Hi Colin,

> Can someone kindly explain this to me?

Well! Good question ;-)
The current definition for 'implicit locking' only include objects returned by oql-queries. These objects will not be locked.

Your problem is caused by "overeager" object state detection. On insert/update of objects OJB try to find new/changed/deleted referenced objects. In your case OJB find a 1:1 referenced object. Think you found a bug, because OJB should only register/lock new 1:1 referenced objects, if the referenced object needs update it has to be already registered/locked (by implicit locking or by user).

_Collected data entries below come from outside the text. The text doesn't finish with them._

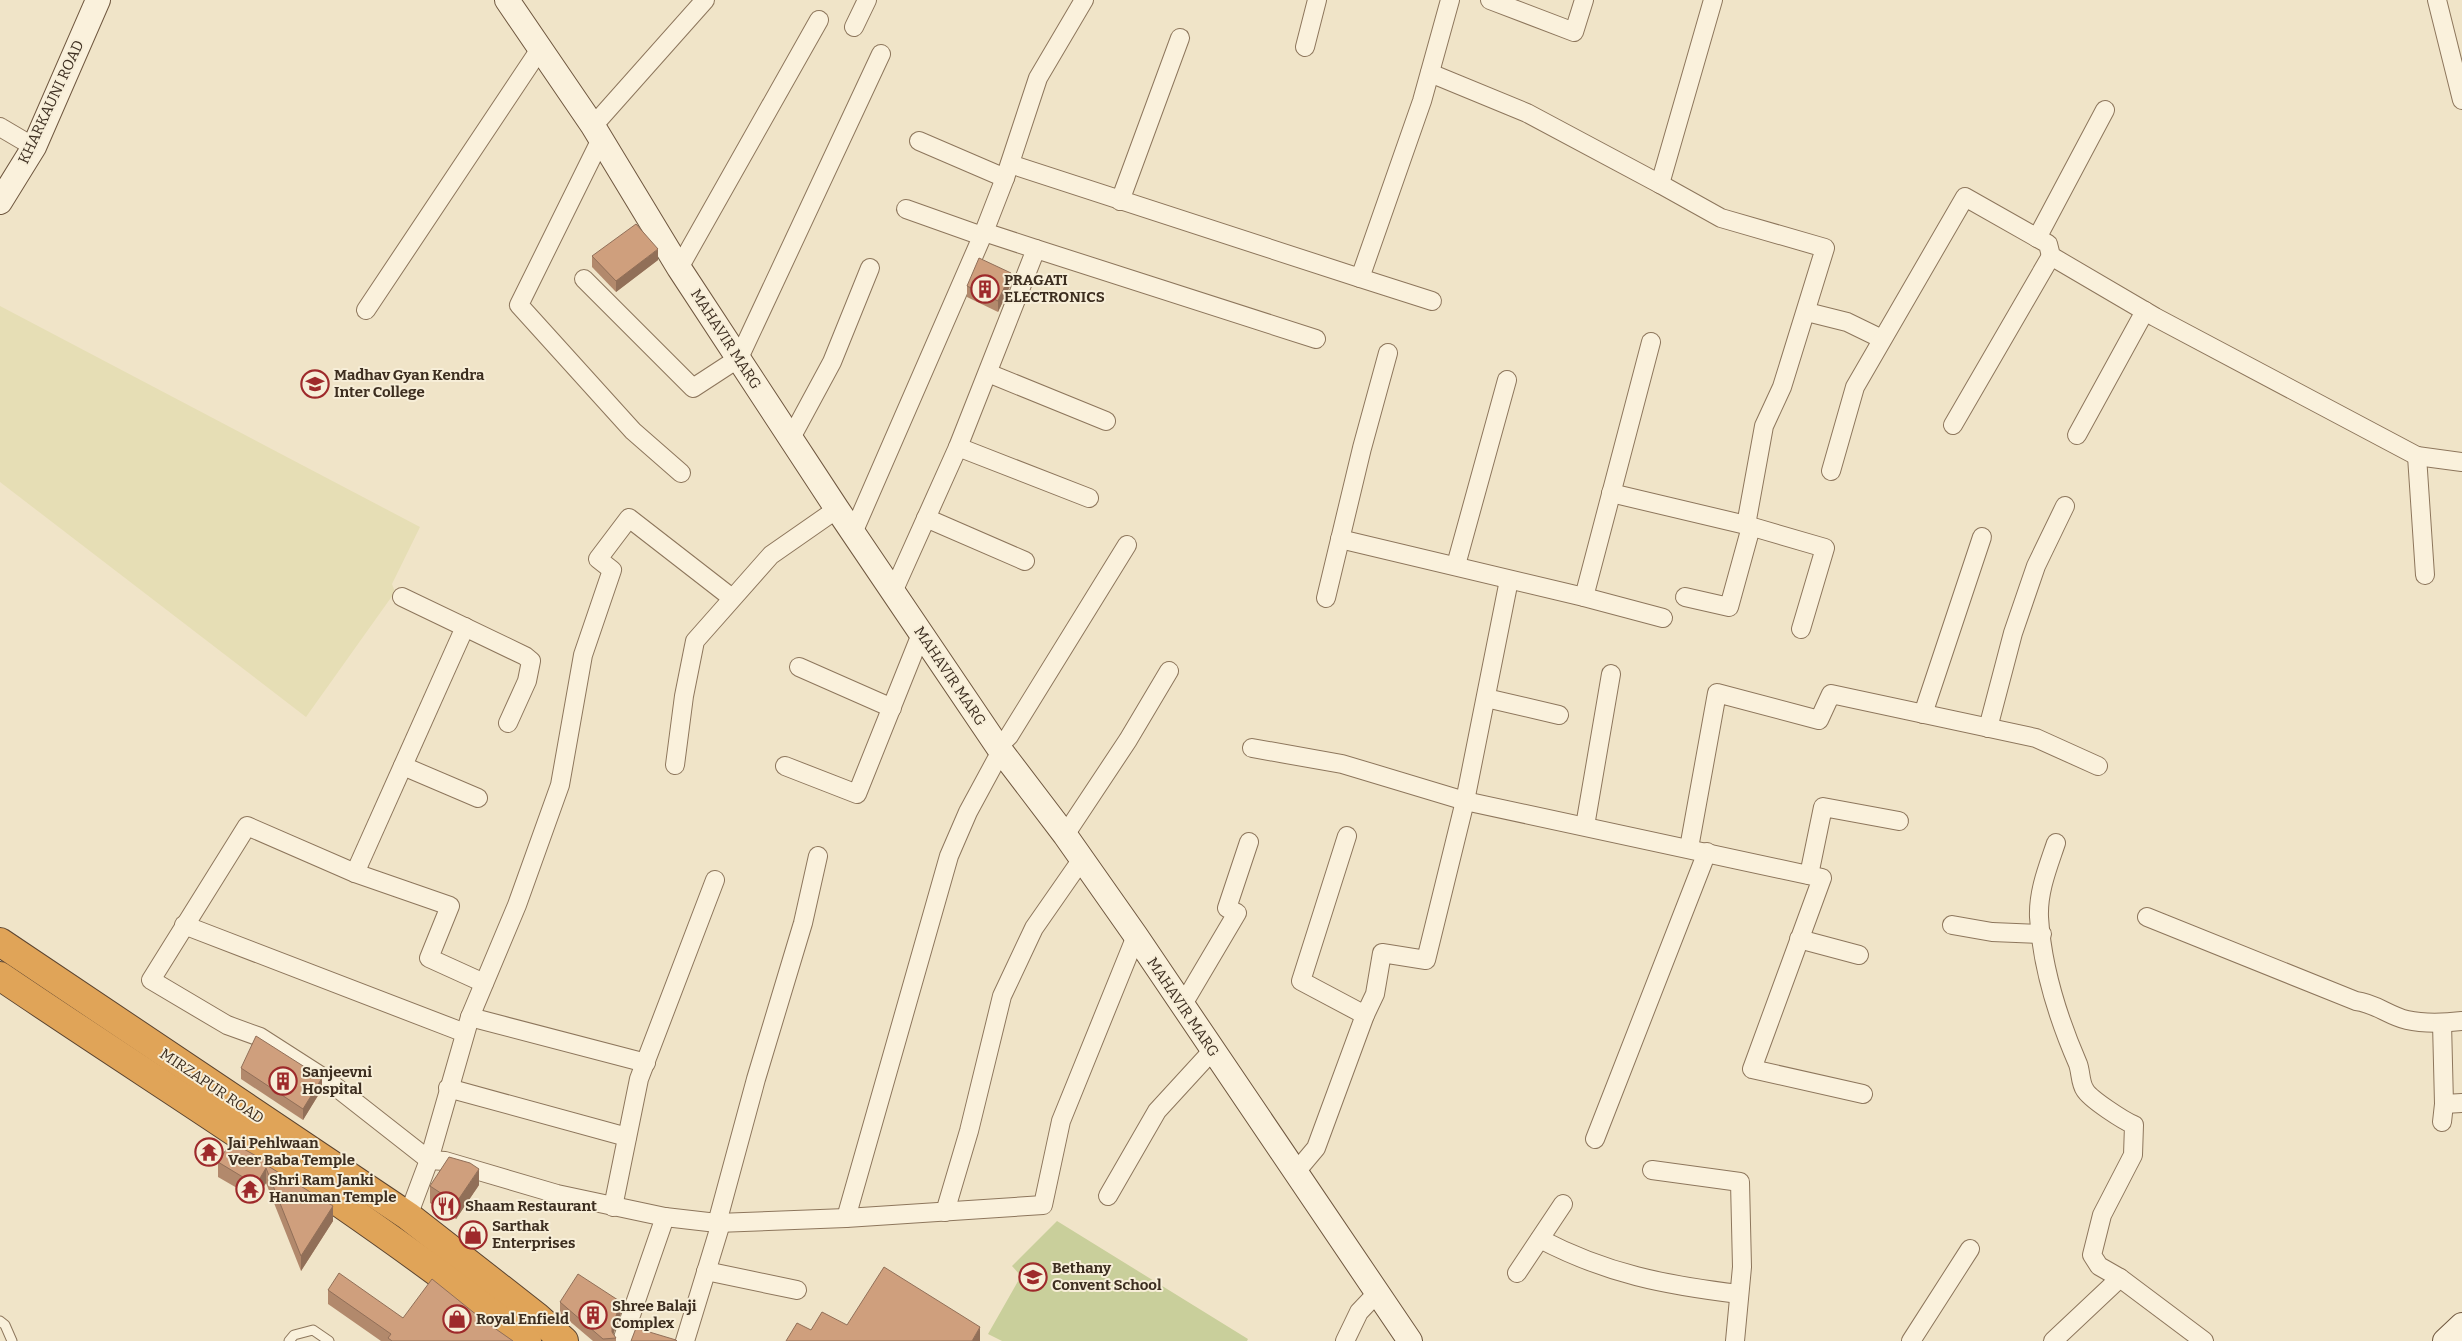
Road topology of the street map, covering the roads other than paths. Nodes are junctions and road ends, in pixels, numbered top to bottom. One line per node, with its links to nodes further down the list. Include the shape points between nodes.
1 (98, 0): 24 (street, KHARKAUNI ROAD)
2 (507, 0): 16 (street, MAHAVIR MARG)
3 (704, 0): 22 (street)
4 (867, 0): 13 (street)
5 (1084, 0): 25 (street, via 1038,78)
6 (1317, 0): 15 (street)
7 (1450, 0): 18 (street)
8 (1490, 0): 9 (street, via 1574,32)
9 (1584, 0)
10 (1713, 0): 26 (street)
11 (2437, 0): 19 (street)
12 (819, 20): 34 (street)
13 (854, 27)
14 (1180, 38): 27 (street)
15 (1305, 47)
16 (540, 49): 22 (street, MAHAVIR MARG); 39 (street)
17 (881, 54): 46 (street)
18 (1430, 73): 26 (street, via 1527,113); 36 (street)
19 (2462, 100)
20 (2106, 110): 31 (street)
21 (0, 127): 24 (street)
22 (597, 133): 34 (street, MAHAVIR MARG); 57 (street, via 519,305 633,431)
23 (920, 141): 25 (street)
24 (34, 148): 28 (street, KHARKAUNI ROAD)
25 (1008, 171): 27 (street); 30 (street)
26 (1660, 184): 40 (street, via 1721,218 1825,248)
27 (1120, 201): 36 (street)
28 (0, 202)
29 (906, 209): 30 (street)
30 (983, 234): 32 (street); 64 (street)
31 (2037, 238): 33 (street, via 2048,244); 43 (street, via 1965,197)
32 (1036, 249): 42 (street); 47 (street)
33 (2051, 256): 41 (street); 50 (street)
34 (679, 268): 46 (street, MAHAVIR MARG)
35 (870, 268): 52 (street, via 832,362)
36 (1360, 278): 38 (street)
37 (584, 279): 46 (street, via 692,388)
38 (1432, 301)
39 (366, 310)
40 (1807, 312): 43 (street, via 1847,322); 63 (street, via 1782,388 1764,426)
41 (2145, 312): 51 (street); 54 (street)
42 (1316, 338)
43 (1882, 339): 56 (street, via 1855,386)
44 (1651, 342): 58 (street)
45 (1388, 353): 66 (street)
46 (738, 358): 52 (street, MAHAVIR MARG)
47 (988, 373): 49 (street); 53 (street)
48 (1508, 380): 69 (street)
49 (1106, 421)
50 (1953, 425)
51 (2077, 436)
52 (791, 438): 61 (street, MAHAVIR MARG)
53 (958, 447): 59 (street); 62 (street)
54 (2417, 456): 55 (street); 70 (street)
55 (2462, 462)
56 (1832, 471)
57 (681, 473)
58 (1611, 493): 63 (street); 73 (street)
59 (1089, 498)
60 (2065, 506): 90 (street, via 2036,566 2013,633)
61 (837, 509): 64 (street, MAHAVIR MARG); 76 (street, via 771,555)
62 (926, 518): 68 (street); 72 (street)
63 (1749, 526): 75 (street, via 1730,607); 80 (street, via 1825,548)
64 (853, 533): 72 (street, MAHAVIR MARG)
65 (1982, 537): 87 (street)
66 (1340, 539): 69 (street); 77 (street)
67 (1127, 545): 92 (street)
68 (1025, 561)
69 (1456, 565): 71 (street)
70 (2425, 575)
71 (1509, 580): 73 (street); 85 (street)
72 (893, 592): 81 (street, MAHAVIR MARG)
73 (1584, 596): 78 (street)
74 (402, 597): 79 (street)
75 (1685, 597)
76 (732, 598): 93 (street, via 695,641); 121 (street, via 630,518 598,559 612,570 583,655 560,785 517,905)
77 (1326, 598)
78 (1663, 618)
79 (465, 627): 89 (street, via 531,661); 94 (street)
80 (1801, 629)
81 (921, 634): 86 (street); 92 (street, MAHAVIR MARG)
82 (799, 667): 86 (street)
83 (1169, 671): 101 (street)
84 (1612, 674): 100 (street)
85 (1486, 698): 88 (street); 98 (street)
86 (892, 708): 95 (street, via 858,794)
87 (1923, 714): 90 (street); 105 (street, via 1831,694 1819,720 1717,693)
88 (1559, 715)
89 (508, 723)
90 (1988, 728): 96 (street, via 2036,738)
91 (1252, 748): 98 (street, via 1342,764)
92 (999, 749): 101 (street, MAHAVIR MARG); 145 (street, via 949,856)
93 (675, 765)
94 (403, 766): 97 (street); 109 (street)
95 (785, 766)
96 (2098, 766)
97 (478, 798)
98 (1465, 801): 100 (street); 123 (street, via 1426,960 1382,953 1375,994)
99 (1899, 821): 110 (street, via 1823,808)
100 (1585, 826): 105 (street)
101 (1065, 835): 108 (street, MAHAVIR MARG)
102 (1347, 836): 123 (street, via 1300,981)
103 (1249, 842): 122 (street, via 1227,908 1237,913)
104 (2056, 843): 115 (street, via 2042,888 2039,916)
105 (1689, 848): 106 (street)
106 (1707, 852): 110 (street); 135 (street)
107 (818, 856): 146 (street, via 803,923 756,1079)
108 (1082, 859): 116 (street, MAHAVIR MARG); 142 (street, via 1034,928 1002,996 969,1131)
109 (355, 873): 113 (street, via 247,826); 121 (street, via 450,906 429,958)
110 (1809, 875): 117 (street, via 1822,878)
111 (715, 880): 128 (street)
112 (2147, 917): 125 (street, via 2356,1001 2368,1002 2406,1020)
113 (184, 925): 126 (street); 136 (street, via 151,980 227,1025 260,1037 327,1080)
114 (1952, 925): 115 (street, via 1992,932)
115 (2042, 934): 151 (street, via 2056,1009 2079,1066 2084,1090 2134,1125 2133,1155 2102,1215 2092,1255 2099,1266)
116 (1136, 936): 122 (street, MAHAVIR MARG); 142 (street, via 1061,1121 1043,1205)
117 (1799, 939): 119 (street); 130 (street, via 1752,1069)
118 (0, 942): 143 (highway, MIRZAPUR ROAD)
119 (1859, 955)
120 (0, 976): 160 (highway, MIRZAPUR ROAD, via 379,1229)
121 (484, 984): 126 (street)
122 (1182, 1006): 127 (street, MAHAVIR MARG)
123 (1365, 1015): 138 (street, via 1316,1148)
124 (2462, 1021): 125 (street)
125 (2442, 1023): 132 (street)
126 (467, 1025): 128 (street); 129 (street)
127 (1212, 1051): 138 (street, MAHAVIR MARG); 139 (street, via 1157,1111)
128 (646, 1062): 134 (street, via 639,1079)
129 (448, 1088): 134 (street); 136 (street)
130 (1863, 1094)
131 (2462, 1102): 132 (street)
132 (2444, 1104): 133 (street)
133 (2442, 1122)
134 (627, 1137): 141 (street)
135 (1595, 1139)
136 (429, 1160): 141 (street, via 444,1161); 143 (street)
137 (1652, 1170): 154 (street, via 1740,1182 1742,1267)
138 (1295, 1173): 153 (street, MAHAVIR MARG)
139 (1108, 1196)
140 (1563, 1204): 147 (street)
141 (613, 1207): 144 (street)
142 (945, 1212): 145 (street)
143 (408, 1216): 161 (highway, MIRZAPUR ROAD)
144 (665, 1217): 146 (street); 162 (street)
145 (846, 1218): 146 (street)
146 (719, 1223): 149 (street)
147 (1540, 1238): 150 (street); 154 (street, via 1575,1257 1624,1274 1687,1288)
148 (1970, 1248): 167 (street)
149 (706, 1271): 152 (street); 163 (street)
150 (1517, 1273)
151 (2120, 1278): 168 (street); 169 (street)
152 (797, 1290)
153 (1378, 1292): 164 (street, via 1359,1312); 165 (street, MAHAVIR MARG)
154 (1739, 1294): 166 (street)
155 (0, 1321): 157 (lane)
156 (2462, 1325): 170 (street)
157 (12, 1341)
158 (289, 1341): 159 (lane, via 294,1335 313,1330)
159 (329, 1341)
160 (527, 1341)
161 (564, 1341)
162 (622, 1341)
163 (685, 1341)
164 (1345, 1341)
165 (1410, 1341)
166 (1735, 1341)
167 (1911, 1341)
168 (2053, 1341)
169 (2204, 1341)
170 (2446, 1341)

>  or at least suggest how I can
> tell OJB to only write-lock objects for which I call
> Transaction.lock()?

With implicit locking 'false' only the specified object will be locked, references will be ignored (no recursive locking). For new/changed objects detected by OJB it's currently not possible to disable automatic register/lock of these objects to prevent unexpected behavior. But in your case this will never happen, because you already locked all new/changed objects.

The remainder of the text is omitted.